In March, other objectors opposed the fee request, saying a motion for the fee award included "scant detail" about the claimed common benefit work and didn't estimate what the common benefit fees might amount to.  "[The request] provides absolutely no evidence that ceding 27% of claimants' recovery to private attorneys for work sight unseen could possibly be fair to Flint residents who need this money to help them grapple with oft-debilitating, ruinous, and violent consequences of lead exposure for their entire lives," the objectors said.

They said that in "megafund" settlements of this size, typical fee awards are in the 10% to 12% range.  In March, the plaintiffs' attorneys made their fee request for their five years and more than 180,000 hours of attorney work to reach the "remarkable" settlement result.  "Contrary to every single 'megafund' case cited by the [objectors], this case involved complicated questions of sovereign immunity which necessarily rendered the case riskier and required a heightened level of skill," the plaintiffs' attorneys wrote.  They argued that they should not have to provide detailed billing records to certain objectors.
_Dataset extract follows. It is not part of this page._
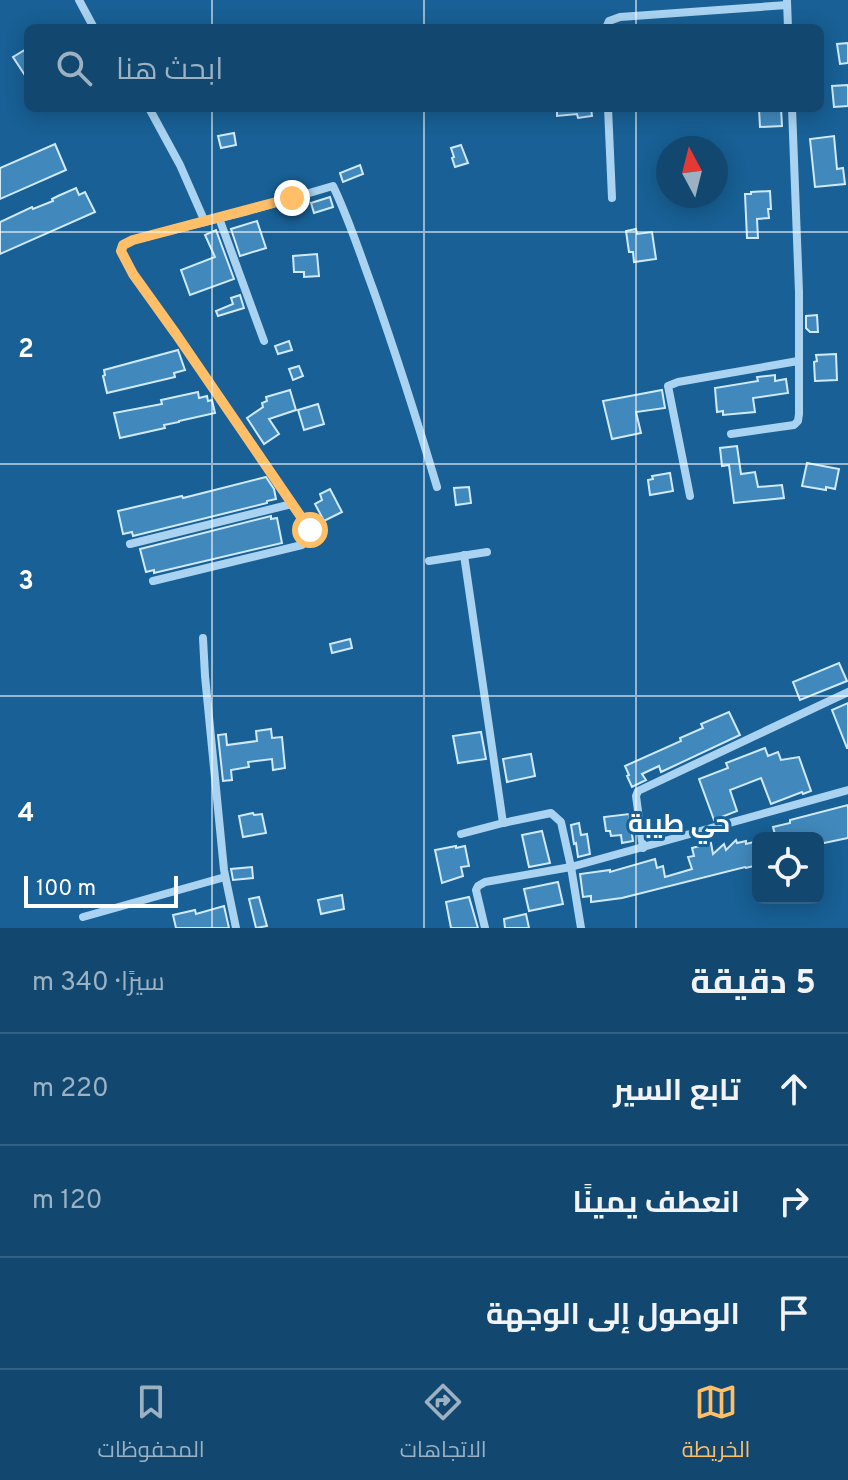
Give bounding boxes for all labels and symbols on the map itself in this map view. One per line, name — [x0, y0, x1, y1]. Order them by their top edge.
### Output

U.S. District Judge Judith Levy gave preliminary approval to the deal in January, saying that it is a partial settlement that doesn't end the litigation over the lead-tainted water.  The settlement with Michigan and others provides a mechanism for minors, injured adults, property owners and renters, those who paid Flint water bills and impacted business owners to receive monetary awards, the judge said. It also offers a "class action" solution for adults who have not hired their own attorneys, the judge said.